George Washingtoad fue un personaje secundario aparecido en los 80 en la serie de animación The Super Mario Bros. Super Show!. Se trataba de una figura construida como parodia directa de George Washington, reinterpretado dentro del universo Mario bajo la forma de un Toad, con los atributos visuales reconocibles del imaginario colonial estadounidense, como la peluca blanca y la indumentaria de época.
Lo relevante emerge cuando, a raíz del éxito de la película de animación The Super Mario Galaxy Movie (2026), comienzan a aparecer de forma dispersa artículos y comentarios que plantean la posibilidad de reintroducir a Washingtoad en las nuevas producciones de Nintendo.

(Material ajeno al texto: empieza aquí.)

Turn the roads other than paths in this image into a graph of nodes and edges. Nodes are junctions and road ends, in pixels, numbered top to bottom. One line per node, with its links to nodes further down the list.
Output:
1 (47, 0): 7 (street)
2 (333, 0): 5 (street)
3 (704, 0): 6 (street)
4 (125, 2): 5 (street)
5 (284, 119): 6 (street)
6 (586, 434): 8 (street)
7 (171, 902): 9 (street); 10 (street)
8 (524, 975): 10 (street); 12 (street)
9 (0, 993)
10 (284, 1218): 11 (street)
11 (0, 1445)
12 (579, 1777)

A primera vista, “George Washingtoad” parece una broma sin más. Un Toad con peluca de época, un juego de palabras entre Mario y George Washington. Algo simpático, pensado para fans.

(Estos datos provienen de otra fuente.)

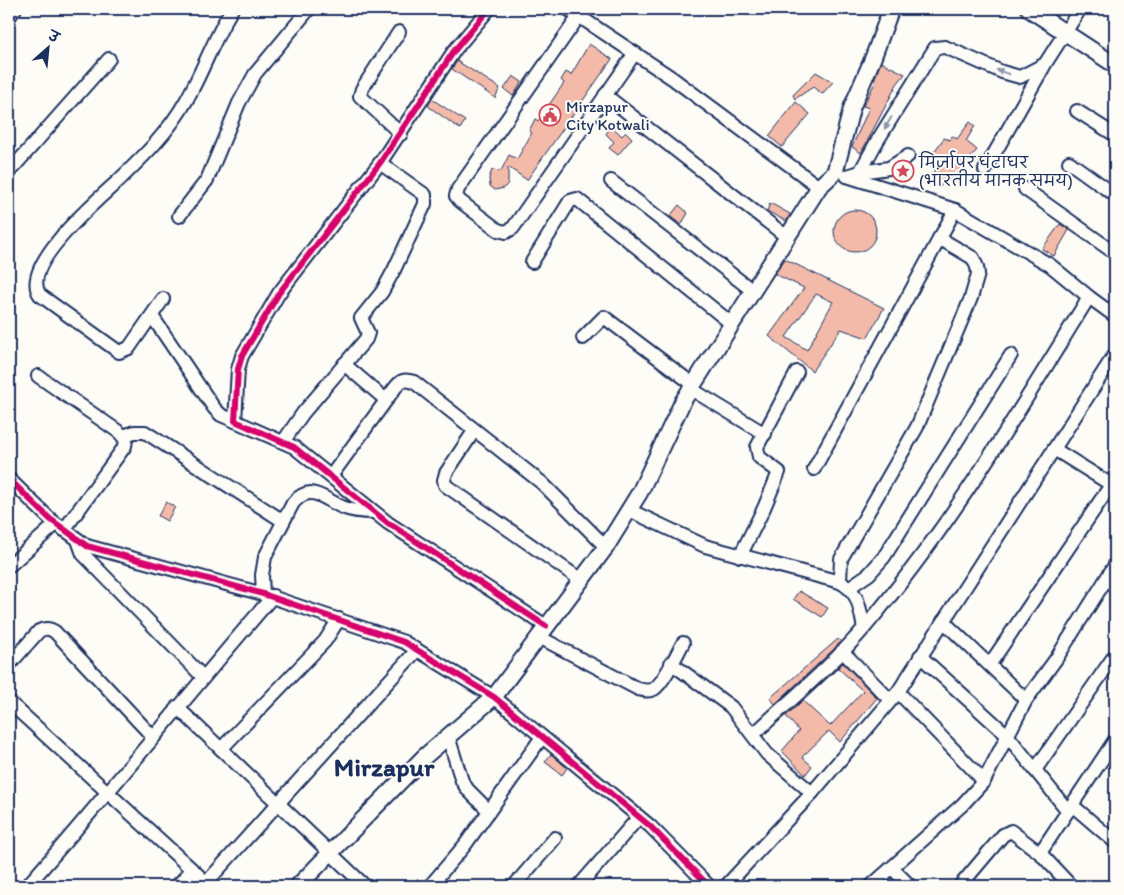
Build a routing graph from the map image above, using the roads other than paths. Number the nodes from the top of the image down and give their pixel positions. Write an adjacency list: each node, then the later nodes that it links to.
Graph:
1 (15, 9): 9 (street)
2 (232, 9): 40 (street)
3 (309, 9): 32 (street)
4 (489, 9): 18 (street)
5 (891, 9): 26 (main road)
6 (1030, 9): 11 (main road)
7 (1080, 9): 11 (street)
8 (577, 11): 12 (street); 16 (street)
9 (9, 17)
10 (399, 32): 18 (street)
11 (1066, 32): 14 (street); 15 (main road)
12 (634, 53): 16 (street); 28 (street)
13 (109, 59): 24 (street)
14 (1045, 64): 23 (street); 25 (street, one-way to 25)
15 (1115, 65)
16 (605, 95): 33 (street)
17 (1077, 111): 19 (street)
18 (401, 134): 22 (street)
19 (1115, 135)
20 (908, 156): 25 (street)
21 (1069, 162): 30 (street)
22 (380, 163): 46 (street); 51 (street)
23 (985, 170)
24 (9, 172)
25 (860, 172): 26 (street)
26 (841, 174): 28 (main road); 31 (street)
27 (611, 181): 37 (street)
28 (819, 187): 33 (main road)
29 (1025, 189): 35 (street)
30 (1115, 195)
31 (955, 210): 34 (street); 38 (street)
32 (179, 216)
33 (787, 237): 37 (main road)
34 (940, 238): 57 (street); 71 (street)
35 (1115, 253)
36 (532, 262): 42 (street)
37 (753, 291): 42 (main road)
38 (1089, 297): 41 (street); 75 (street)
39 (163, 299): 40 (street)
40 (152, 316): 51 (street)
41 (1115, 316)
42 (732, 324): 49 (main road)
43 (583, 338): 49 (street)
44 (1115, 354): 56 (street)
45 (1011, 355): 71 (street)
46 (344, 364): 50 (street); 55 (street)
47 (797, 372): 53 (street)
48 (38, 376): 54 (street)
49 (692, 387): 53 (street); 61 (main road)
50 (386, 400): 52 (street); 58 (street)
51 (235, 421): 55 (street)
52 (474, 431): 66 (street); 70 (street)
53 (764, 434): 67 (street)
54 (124, 436): 63 (street); 64 (street)
55 (283, 442): 58 (street)
56 (1054, 449): 59 (street); 74 (street)
57 (814, 468)
58 (331, 476): 62 (street)
59 (1114, 483): 83 (street)
60 (11, 486): 64 (street)
61 (629, 510): 66 (main road); 67 (street)
62 (373, 512): 63 (street); 76 (street)
63 (283, 521): 72 (street)
64 (60, 527): 65 (street); 69 (street)
65 (78, 540): 72 (street); 85 (street)
66 (606, 547): 70 (main road)
67 (740, 556): 71 (street)
68 (1115, 565): 88 (street)
69 (9, 566)
70 (581, 580): 76 (main road)
71 (845, 584): 75 (street)
72 (268, 595): 73 (street); 85 (street)
73 (339, 619): 78 (street); 97 (street)
74 (943, 621): 81 (street); 83 (street)
75 (864, 628): 79 (street)
76 (543, 631): 82 (street); 87 (main road)
77 (683, 643): 82 (street)
78 (417, 650): 87 (street); 102 (street)
79 (842, 651): 86 (street); 91 (street)
80 (1115, 655): 98 (street)
81 (920, 656): 86 (street); 93 (street)
82 (671, 663): 91 (street)
83 (990, 664): 88 (street)
84 (9, 665): 94 (street)
85 (203, 677): 90 (street)
86 (894, 696): 99 (street); 101 (street)
87 (494, 697): 92 (main road); 95 (street)
88 (1026, 700): 93 (street)
89 (9, 702): 100 (street)
90 (177, 707): 94 (street); 97 (street)
91 (753, 735): 101 (street)
92 (448, 736): 104 (street); 108 (main road)
93 (1007, 736): 98 (street); 99 (street)
94 (153, 737): 100 (street)
95 (542, 737): 104 (street); 105 (street)
96 (1115, 740): 103 (street)
97 (221, 749): 102 (street)
98 (1035, 770): 103 (street)
99 (984, 781): 110 (street)
100 (108, 793): 111 (street); 113 (street)
101 (812, 793): 121 (street)
102 (278, 804): 108 (street); 112 (street)
103 (1070, 808): 107 (street); 109 (street)
104 (489, 811): 117 (street)
105 (639, 817): 119 (street); 120 (street)
106 (555, 838): 118 (street)
107 (1115, 841)
108 (330, 853): 115 (main road); 116 (street)
109 (1040, 853): 124 (street); 125 (street)
110 (892, 868): 122 (street); 123 (street)
111 (192, 870): 112 (street); 114 (street)
112 (208, 884)
113 (28, 886)
114 (177, 886)
115 (298, 886)
116 (365, 886)
117 (430, 886)
118 (514, 886)
119 (579, 886)
120 (709, 886)
121 (726, 886)
122 (872, 886)
123 (910, 886)
124 (960, 886)
125 (1071, 886)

Pero esa lectura se queda corta.
Lo importante aquí no es el personaje, sino el nombre: “Washington”. Ese nombre no es neutro. Tiene un peso histórico muy claro. Y cuando aparece dentro de un universo como Mario —ligero, global y aparentemente inocente— no entra como historia ni como política. Entra de otra forma: suavizado, disfrazado, sin generar rechazo.

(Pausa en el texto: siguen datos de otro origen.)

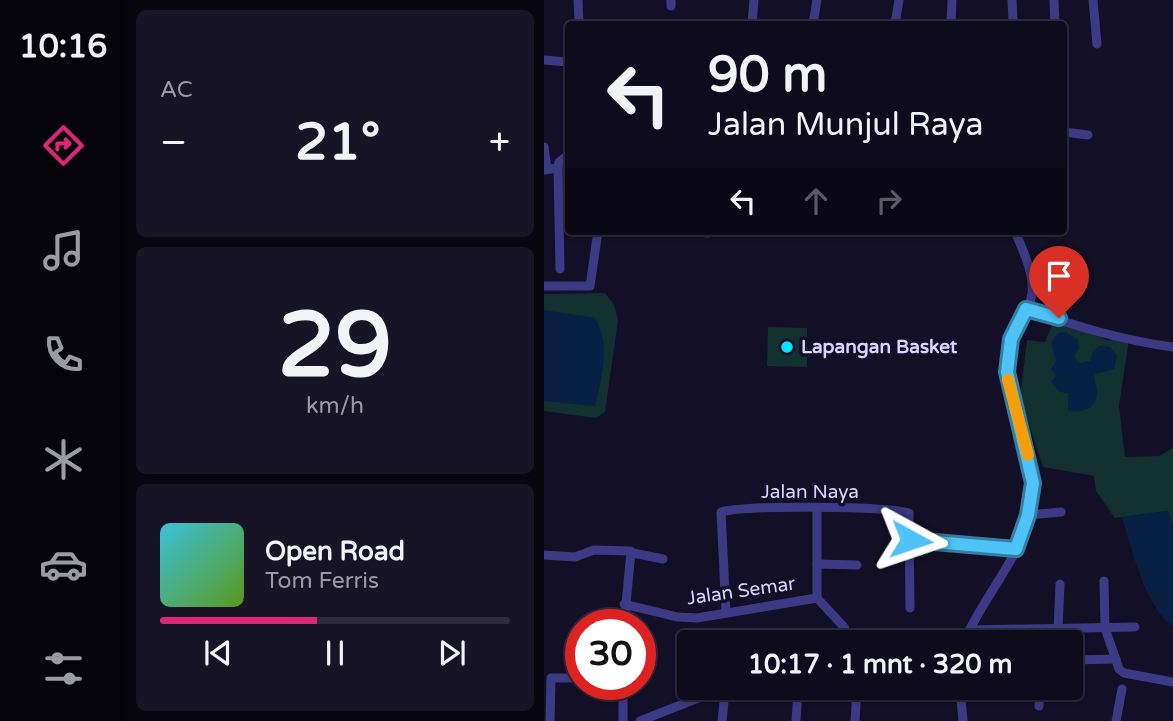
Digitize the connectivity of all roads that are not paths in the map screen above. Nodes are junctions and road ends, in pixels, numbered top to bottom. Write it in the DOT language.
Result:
graph roads {
  1 [pos="578,0"];
  2 [pos="754,0"];
  3 [pos="818,0"];
  4 [pos="899,0"];
  5 [pos="952,0"];
  6 [pos="1012,0"];
  7 [pos="1053,0"];
  8 [pos="1093,0"];
  9 [pos="578,21"];
  10 [pos="752,21"];
  11 [pos="814,21"];
  12 [pos="896,21"];
  13 [pos="951,21"];
  14 [pos="1013,21"];
  15 [pos="1055,21"];
  16 [pos="1097,44"];
  17 [pos="544,60"];
  18 [pos="565,62"];
  19 [pos="1067,132"];
  20 [pos="1088,135"];
  21 [pos="544,147"];
  22 [pos="565,157"];
  23 [pos="558,168"];
  24 [pos="545,169"];
  25 [pos="597,235"];
  26 [pos="1016,235"];
  27 [pos="560,269"];
  28 [pos="544,286"];
  29 [pos="1026,309"];
  30 [pos="1173,347"];
  31 [pos="817,509"];
  32 [pos="1061,512"];
  33 [pos="1028,515"];
  34 [pos="911,540"];
  35 [pos="1016,549"];
  36 [pos="633,553"];
  37 [pos="544,555"];
  38 [pos="663,559"];
  39 [pos="817,564"];
  40 [pos="857,565"];
  41 [pos="1104,581"];
  42 [pos="1060,584"];
  43 [pos="817,598"];
  44 [pos="624,604"];
  45 [pos="910,608"];
  46 [pos="624,609"];
  47 [pos="726,612"];
  48 [pos="1135,627"];
  49 [pos="1105,628"];
  50 [pos="969,629"];
  51 [pos="845,630"];
  52 [pos="1004,630"];
  53 [pos="1058,630"];
  54 [pos="1116,659"];
  55 [pos="1083,660"];
  56 [pos="565,678"];
  57 [pos="1173,682"];
  58 [pos="1122,689"];
  59 [pos="623,700"];
  60 [pos="693,700"];
  61 [pos="724,700"];
  62 [pos="797,700"];
  63 [pos="856,700"];
  64 [pos="961,700"];
  65 [pos="1039,700"];
  66 [pos="1039,706"];
  67 [pos="550,721"];
  68 [pos="623,721"];
  69 [pos="640,721"];
  70 [pos="722,721"];
  71 [pos="796,721"];
  72 [pos="855,721"];
  73 [pos="963,721"];
  74 [pos="1116,721"];
  1 -- 9 [label="street"];
  2 -- 10 [label="street"];
  3 -- 11 [label="street"];
  4 -- 12 [label="street"];
  5 -- 13 [label="street"];
  6 -- 14 [label="street"];
  7 -- 15 [label="street"];
  8 -- 16 [label="street"];
  17 -- 18 [label="street"];
  19 -- 20 [label="street"];
  21 -- 24 [label="street"];
  22 -- 23 [label="street"];
  23 -- 24 [label="street"];
  23 -- 27 [label="street"];
  25 -- 28 [label="street"];
  26 -- 29 [label="street"];
  29 -- 30 [label="street"];
  29 -- 33 [label="street"];
  31 -- 34 [label="street, Jalan Naya"];
  31 -- 39 [label="street, Jalan Semar"];
  31 -- 47 [label="street, Jalan Naya"];
  32 -- 33 [label="street"];
  33 -- 35 [label="street"];
  34 -- 35 [label="street"];
  34 -- 45 [label="street"];
  35 -- 50 [label="street"];
  36 -- 37 [label="street"];
  36 -- 38 [label="street"];
  36 -- 44 [label="street"];
  39 -- 40 [label="street"];
  39 -- 43 [label="street, Jalan Semar"];
  41 -- 49 [label="street"];
  42 -- 53 [label="street"];
  43 -- 47 [label="street, Jalan Semar"];
  43 -- 51 [label="street"];
  44 -- 46 [label="street"];
  44 -- 47 [label="street, Jalan Semar"];
  48 -- 49 [label="street"];
  49 -- 53 [label="street"];
  49 -- 54 [label="street"];
  50 -- 52 [label="street"];
  54 -- 55 [label="street"];
  54 -- 57 [label="street"];
  56 -- 67 [label="street"];
  58 -- 74 [label="street"];
  59 -- 68 [label="street"];
  60 -- 69 [label="street"];
  61 -- 70 [label="street"];
  62 -- 71 [label="street"];
  63 -- 72 [label="street"];
  64 -- 73 [label="street"];
  65 -- 66 [label="street"];
}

Lo que ocurre es bastante sencillo. Se hace lo siguiente: se toma un nombre muy conocido, se convierte en algo simpático y reconocible, y se introduce en un producto que ve todo el mundo. El contenido político no desaparece, pero deja de sentirse como político.
Ahí está la clave.
No se está intentando convencer a nadie de nada. No hay un mensaje directo. Nadie te dice qué pensar. Lo que ocurre es más simple: ese referente aparece, circula y se vuelve normal. Está ahí, pero no molesta, no se discute, no se percibe como algo serio.
Y eso lo cambia todo.
En el contexto actual, donde Estados Unidos sigue compitiendo por mantener su influencia en el mundo, este tipo de movimientos tiene sentido. Ya no hace falta imponer grandes relatos ni discursos evidentes. Basta con mantener una presencia constante, incluso en detalles pequeños, casi invisibles.
Eso indica algo importante: el sistema ya no necesita explicarse.
Antes, el llamado “soft power” funcionaba con historias claras, con mensajes más visibles, con héroes reconocibles. Ahora puede operar de otra manera. Puede hacerlo con gestos mínimos, con referencias que pasan desapercibidas, pero que siguen ocupando espacio en el imaginario colectivo.
Por eso Washingtoad no es solo un chiste.
Es una señal de hasta qué punto ese imaginario está asentado. Puede aparecer incluso en forma de broma sin perder su función. Y precisamente por eso funciona: porque no parece importante.
No estamos ante algo anecdótico, sino ante una forma muy eficaz de estar presente sin necesidad de decir nada.